(Items from a dataset)
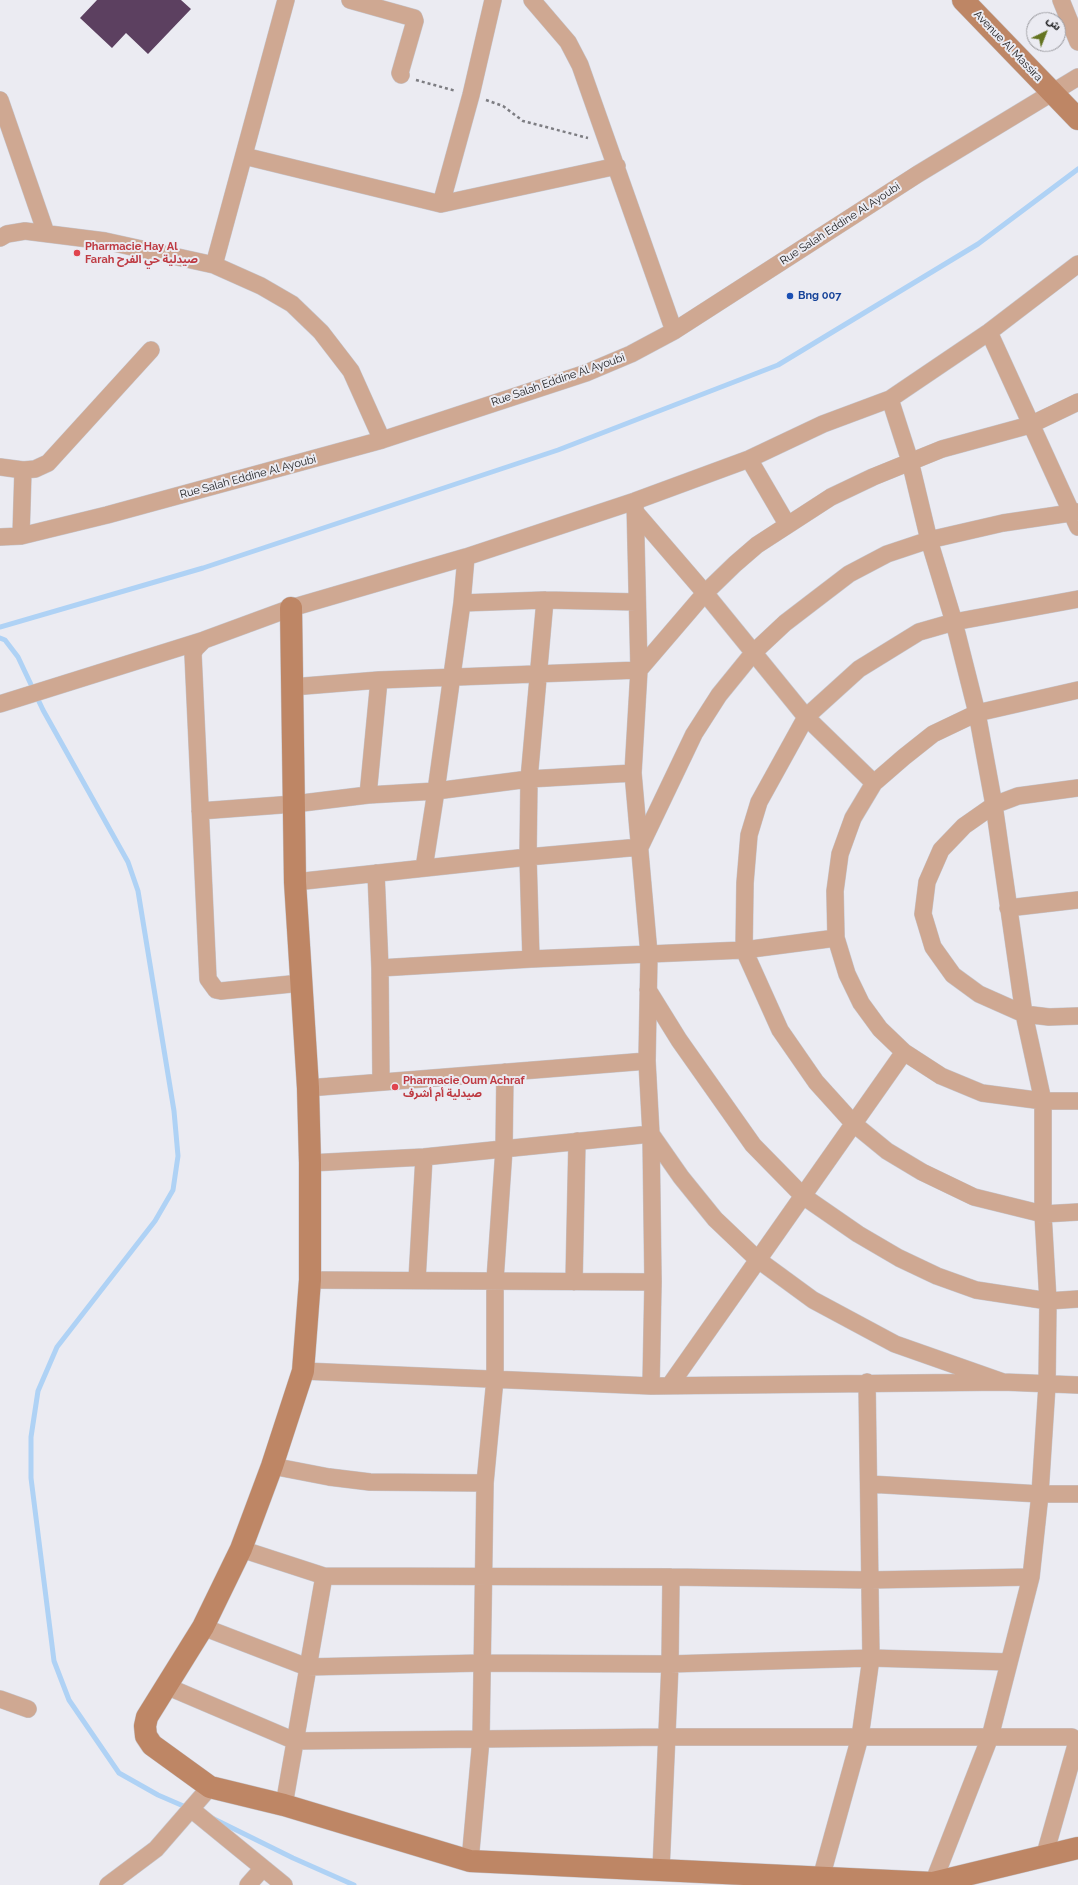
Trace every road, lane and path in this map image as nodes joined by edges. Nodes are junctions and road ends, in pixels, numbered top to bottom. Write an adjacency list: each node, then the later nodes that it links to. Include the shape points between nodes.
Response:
1 (286, 0): 15 (street)
2 (350, 0): 8 (street, via 414,18)
3 (493, 0): 11 (street)
4 (532, 0): 14 (street, via 568,42 580,66)
5 (963, 0): 10 (street, Avenue Al Massira)
6 (1061, 0): 7 (street)
7 (1078, 42)
8 (401, 75): 11 (path)
9 (1078, 77): 10 (street, Rue Salah Eddine Al Ayoubi)
10 (1053, 92): 13 (street, Avenue Al Massira); 22 (street, Rue Salah Eddine Al Ayoubi, via 918,174)
11 (471, 95): 14 (path, via 503,106 523,121); 17 (street)
12 (0, 100): 18 (street)
13 (1078, 119)
14 (609, 144): 16 (street)
15 (244, 156): 17 (street); 20 (street)
16 (617, 166): 17 (street); 22 (street)
17 (441, 204)
18 (46, 233): 19 (street, via 25,231); 20 (street, via 105,241)
19 (0, 238)
20 (214, 265): 28 (street, via 261,286 292,304 321,332 351,371)
21 (1076, 268): 23 (street)
22 (674, 331): 28 (street, Rue Salah Eddine Al Ayoubi, via 631,354 586,373)
23 (988, 332): 25 (street); 27 (street)
24 (150, 350): 32 (street, via 48,463 35,469)
25 (890, 398): 29 (street, via 823,424); 30 (street)
26 (1078, 402): 27 (street)
27 (1030, 425): 30 (street, via 942,449); 34 (street)
28 (382, 440): 36 (street, Rue Salah Eddine Al Ayoubi, via 108,515)
29 (749, 459): 33 (street); 35 (street)
30 (910, 461): 35 (street, via 831,497); 38 (street)
31 (0, 467): 32 (street)
32 (23, 470): 36 (street)
33 (636, 508): 39 (street); 40 (street); 43 (street)
34 (1076, 518): 38 (street, via 1003,523)
35 (786, 524): 40 (street, via 756,545)
36 (21, 536): 37 (street, Rue Salah Eddine Al Ayoubi)
37 (0, 537)
38 (929, 540): 46 (street); 48 (street, via 887,554 849,574 785,623)
39 (466, 557): 44 (street); 45 (street)
40 (705, 593): 48 (street); 49 (street)
41 (1078, 599): 46 (street)
42 (545, 600): 43 (street); 44 (street); 50 (street)
43 (637, 602): 49 (street)
44 (462, 603): 51 (street)
45 (292, 608): 47 (street); 53 (street)
46 (954, 622): 56 (street); 57 (street, via 919,632 888,649 859,669)
47 (204, 640): 55 (street); 66 (street, via 193,654)
48 (754, 652): 57 (street); 67 (street, via 719,695 694,734)
49 (639, 670): 50 (street); 58 (street)
50 (538, 675): 51 (street); 59 (street)
51 (451, 677): 52 (street); 62 (street)
52 (379, 680): 53 (street); 63 (street)
53 (292, 687): 64 (street)
54 (1078, 690): 56 (street)
55 (7, 703)
56 (977, 713): 60 (street, via 933,734); 65 (street)
57 (806, 717): 60 (street); 75 (street, via 759,802 749,835 744,883)
58 (633, 773): 59 (street); 67 (street)
59 (529, 779): 62 (street); 68 (street)
60 (874, 783): 74 (street, via 853,818 840,854 835,891)
61 (1078, 788): 65 (street, via 1018,796)
62 (436, 791): 63 (street); 69 (street)
63 (368, 795): 64 (street)
64 (294, 804): 66 (street); 71 (street)
65 (994, 805): 73 (street); 81 (street, via 964,826 941,850 927,882 923,914 933,947 953,975 979,994)
66 (200, 812): 79 (street, via 208,979 216,990 221,991)
67 (640, 847): 68 (street); 76 (street)
68 (528, 857): 69 (street); 77 (street)
69 (424, 868): 70 (street)
70 (376, 873): 71 (street); 78 (street)
71 (295, 882): 79 (street)
72 (1078, 900): 73 (street)
73 (1008, 908): 81 (street)
74 (836, 938): 75 (street); 83 (street, via 847,974 861,1003 880,1029)
75 (744, 950): 76 (street); 90 (street, via 780,1030 816,1082)
76 (648, 954): 77 (street); 80 (street)
77 (531, 959): 78 (street)
78 (380, 968): 86 (street)
79 (301, 982): 87 (street)
80 (648, 990): 84 (street); 96 (street, via 679,1040 753,1144)
81 (1024, 1014): 82 (street, via 1049,1017); 88 (street)
82 (1078, 1016)
83 (904, 1052): 88 (street, via 941,1076 982,1094); 90 (street)
84 (647, 1061): 85 (street); 91 (street)
85 (505, 1072): 86 (street); 93 (street)
86 (381, 1082): 87 (street)
87 (308, 1088): 95 (street)
88 (1043, 1101): 89 (street); 98 (street)
89 (1078, 1101)
90 (854, 1124): 96 (street); 98 (street, via 887,1151 922,1172 974,1196)
91 (651, 1134): 92 (street); 99 (street, via 681,1178 715,1219); 104 (street)
92 (577, 1141): 93 (street); 103 (street)
93 (504, 1149): 94 (street); 102 (street)
94 (424, 1157): 95 (street); 101 (street)
95 (310, 1163): 100 (street)
96 (803, 1196): 99 (street); 106 (street, via 899,1258 937,1276 976,1290)
97 (1078, 1212): 98 (street)
98 (1043, 1214): 106 (street)
99 (757, 1259): 110 (street, via 813,1300 895,1344); 111 (street)
100 (310, 1280): 101 (street); 107 (street)
101 (418, 1280): 102 (street)
102 (495, 1280): 103 (street); 108 (street)
103 (574, 1282): 104 (street)
104 (653, 1282): 114 (street)
105 (1078, 1299): 106 (street)
106 (1048, 1301): 112 (street)
107 (303, 1371): 108 (street); 115 (street)
108 (495, 1379): 114 (street); 116 (street)
109 (867, 1382): 110 (street); 111 (street); 117 (street)
110 (1003, 1382): 112 (street)
111 (670, 1385): 114 (street)
112 (1046, 1385): 113 (street); 118 (street)
113 (1078, 1385)
114 (651, 1386)
115 (272, 1466): 116 (street, via 370,1482); 120 (street)
116 (485, 1483): 123 (street)
117 (868, 1484): 118 (street); 125 (street)
118 (1040, 1494): 119 (street); 124 (street)
119 (1078, 1494)
120 (241, 1549): 121 (street); 126 (street)
121 (324, 1576): 123 (street); 131 (street)
122 (672, 1576): 123 (street); 125 (street); 130 (street)
123 (483, 1577): 129 (street)
124 (1031, 1577): 125 (street); 128 (street)
125 (869, 1580): 127 (street)
126 (203, 1627): 131 (street); 132 (street)
127 (871, 1658): 128 (street); 130 (street); 135 (street)
128 (1009, 1662): 137 (street)
129 (481, 1664): 130 (street); 131 (street); 138 (street)
130 (670, 1664): 136 (street)
131 (307, 1667): 139 (street)
132 (166, 1686): 139 (street); 140 (street, via 147,1717 146,1736 152,1745)
133 (0, 1699): 134 (street)
134 (28, 1709)
135 (860, 1736): 136 (street); 137 (street); 148 (street)
136 (666, 1737): 138 (street); 147 (street)
137 (990, 1737): 144 (street, via 1072,1737 1077,1741); 149 (street)
138 (481, 1739): 139 (street); 145 (street)
139 (295, 1741): 141 (street)
140 (206, 1791): 141 (street); 142 (street)
141 (284, 1806): 145 (street)
142 (192, 1815): 146 (street); 150 (street, via 156,1849)
143 (1078, 1848): 144 (street)
144 (1045, 1854): 149 (street)
145 (470, 1860): 147 (street)
146 (263, 1868): 151 (street); 152 (street)
147 (660, 1870): 148 (street)
148 (822, 1878): 149 (street)
149 (933, 1883)
150 (108, 1885)
151 (248, 1885)
152 (284, 1885)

■ TO DO
Write out the records word for word. Pictures stay out.

■ EXERCISE RESULT
Trace every road, lane and path in this map image as nodes joined by edges. Nodes are junctions and road ends, in pixels, numbered top to bottom. Write an adjacency list: each node, then the later nodes that it links to. Include the shape points between nodes.
Response:
1 (286, 0): 15 (street)
2 (350, 0): 8 (street, via 414,18)
3 (493, 0): 11 (street)
4 (532, 0): 14 (street, via 568,42 580,66)
5 (963, 0): 10 (street, Avenue Al Massira)
6 (1061, 0): 7 (street)
7 (1078, 42)
8 (401, 75): 11 (path)
9 (1078, 77): 10 (street, Rue Salah Eddine Al Ayoubi)
10 (1053, 92): 13 (street, Avenue Al Massira); 22 (street, Rue Salah Eddine Al Ayoubi, via 918,174)
11 (471, 95): 14 (path, via 503,106 523,121); 17 (street)
12 (0, 100): 18 (street)
13 (1078, 119)
14 (609, 144): 16 (street)
15 (244, 156): 17 (street); 20 (street)
16 (617, 166): 17 (street); 22 (street)
17 (441, 204)
18 (46, 233): 19 (street, via 25,231); 20 (street, via 105,241)
19 (0, 238)
20 (214, 265): 28 (street, via 261,286 292,304 321,332 351,371)
21 (1076, 268): 23 (street)
22 (674, 331): 28 (street, Rue Salah Eddine Al Ayoubi, via 631,354 586,373)
23 (988, 332): 25 (street); 27 (street)
24 (150, 350): 32 (street, via 48,463 35,469)
25 (890, 398): 29 (street, via 823,424); 30 (street)
26 (1078, 402): 27 (street)
27 (1030, 425): 30 (street, via 942,449); 34 (street)
28 (382, 440): 36 (street, Rue Salah Eddine Al Ayoubi, via 108,515)
29 (749, 459): 33 (street); 35 (street)
30 (910, 461): 35 (street, via 831,497); 38 (street)
31 (0, 467): 32 (street)
32 (23, 470): 36 (street)
33 (636, 508): 39 (street); 40 (street); 43 (street)
34 (1076, 518): 38 (street, via 1003,523)
35 (786, 524): 40 (street, via 756,545)
36 (21, 536): 37 (street, Rue Salah Eddine Al Ayoubi)
37 (0, 537)
38 (929, 540): 46 (street); 48 (street, via 887,554 849,574 785,623)
39 (466, 557): 44 (street); 45 (street)
40 (705, 593): 48 (street); 49 (street)
41 (1078, 599): 46 (street)
42 (545, 600): 43 (street); 44 (street); 50 (street)
43 (637, 602): 49 (street)
44 (462, 603): 51 (street)
45 (292, 608): 47 (street); 53 (street)
46 (954, 622): 56 (street); 57 (street, via 919,632 888,649 859,669)
47 (204, 640): 55 (street); 66 (street, via 193,654)
48 (754, 652): 57 (street); 67 (street, via 719,695 694,734)
49 (639, 670): 50 (street); 58 (street)
50 (538, 675): 51 (street); 59 (street)
51 (451, 677): 52 (street); 62 (street)
52 (379, 680): 53 (street); 63 (street)
53 (292, 687): 64 (street)
54 (1078, 690): 56 (street)
55 (7, 703)
56 (977, 713): 60 (street, via 933,734); 65 (street)
57 (806, 717): 60 (street); 75 (street, via 759,802 749,835 744,883)
58 (633, 773): 59 (street); 67 (street)
59 (529, 779): 62 (street); 68 (street)
60 (874, 783): 74 (street, via 853,818 840,854 835,891)
61 (1078, 788): 65 (street, via 1018,796)
62 (436, 791): 63 (street); 69 (street)
63 (368, 795): 64 (street)
64 (294, 804): 66 (street); 71 (street)
65 (994, 805): 73 (street); 81 (street, via 964,826 941,850 927,882 923,914 933,947 953,975 979,994)
66 (200, 812): 79 (street, via 208,979 216,990 221,991)
67 (640, 847): 68 (street); 76 (street)
68 (528, 857): 69 (street); 77 (street)
69 (424, 868): 70 (street)
70 (376, 873): 71 (street); 78 (street)
71 (295, 882): 79 (street)
72 (1078, 900): 73 (street)
73 (1008, 908): 81 (street)
74 (836, 938): 75 (street); 83 (street, via 847,974 861,1003 880,1029)
75 (744, 950): 76 (street); 90 (street, via 780,1030 816,1082)
76 (648, 954): 77 (street); 80 (street)
77 (531, 959): 78 (street)
78 (380, 968): 86 (street)
79 (301, 982): 87 (street)
80 (648, 990): 84 (street); 96 (street, via 679,1040 753,1144)
81 (1024, 1014): 82 (street, via 1049,1017); 88 (street)
82 (1078, 1016)
83 (904, 1052): 88 (street, via 941,1076 982,1094); 90 (street)
84 (647, 1061): 85 (street); 91 (street)
85 (505, 1072): 86 (street); 93 (street)
86 (381, 1082): 87 (street)
87 (308, 1088): 95 (street)
88 (1043, 1101): 89 (street); 98 (street)
89 (1078, 1101)
90 (854, 1124): 96 (street); 98 (street, via 887,1151 922,1172 974,1196)
91 (651, 1134): 92 (street); 99 (street, via 681,1178 715,1219); 104 (street)
92 (577, 1141): 93 (street); 103 (street)
93 (504, 1149): 94 (street); 102 (street)
94 (424, 1157): 95 (street); 101 (street)
95 (310, 1163): 100 (street)
96 (803, 1196): 99 (street); 106 (street, via 899,1258 937,1276 976,1290)
97 (1078, 1212): 98 (street)
98 (1043, 1214): 106 (street)
99 (757, 1259): 110 (street, via 813,1300 895,1344); 111 (street)
100 (310, 1280): 101 (street); 107 (street)
101 (418, 1280): 102 (street)
102 (495, 1280): 103 (street); 108 (street)
103 (574, 1282): 104 (street)
104 (653, 1282): 114 (street)
105 (1078, 1299): 106 (street)
106 (1048, 1301): 112 (street)
107 (303, 1371): 108 (street); 115 (street)
108 (495, 1379): 114 (street); 116 (street)
109 (867, 1382): 110 (street); 111 (street); 117 (street)
110 (1003, 1382): 112 (street)
111 (670, 1385): 114 (street)
112 (1046, 1385): 113 (street); 118 (street)
113 (1078, 1385)
114 (651, 1386)
115 (272, 1466): 116 (street, via 370,1482); 120 (street)
116 (485, 1483): 123 (street)
117 (868, 1484): 118 (street); 125 (street)
118 (1040, 1494): 119 (street); 124 (street)
119 (1078, 1494)
120 (241, 1549): 121 (street); 126 (street)
121 (324, 1576): 123 (street); 131 (street)
122 (672, 1576): 123 (street); 125 (street); 130 (street)
123 (483, 1577): 129 (street)
124 (1031, 1577): 125 (street); 128 (street)
125 (869, 1580): 127 (street)
126 (203, 1627): 131 (street); 132 (street)
127 (871, 1658): 128 (street); 130 (street); 135 (street)
128 (1009, 1662): 137 (street)
129 (481, 1664): 130 (street); 131 (street); 138 (street)
130 (670, 1664): 136 (street)
131 (307, 1667): 139 (street)
132 (166, 1686): 139 (street); 140 (street, via 147,1717 146,1736 152,1745)
133 (0, 1699): 134 (street)
134 (28, 1709)
135 (860, 1736): 136 (street); 137 (street); 148 (street)
136 (666, 1737): 138 (street); 147 (street)
137 (990, 1737): 144 (street, via 1072,1737 1077,1741); 149 (street)
138 (481, 1739): 139 (street); 145 (street)
139 (295, 1741): 141 (street)
140 (206, 1791): 141 (street); 142 (street)
141 (284, 1806): 145 (street)
142 (192, 1815): 146 (street); 150 (street, via 156,1849)
143 (1078, 1848): 144 (street)
144 (1045, 1854): 149 (street)
145 (470, 1860): 147 (street)
146 (263, 1868): 151 (street); 152 (street)
147 (660, 1870): 148 (street)
148 (822, 1878): 149 (street)
149 (933, 1883)
150 (108, 1885)
151 (248, 1885)
152 (284, 1885)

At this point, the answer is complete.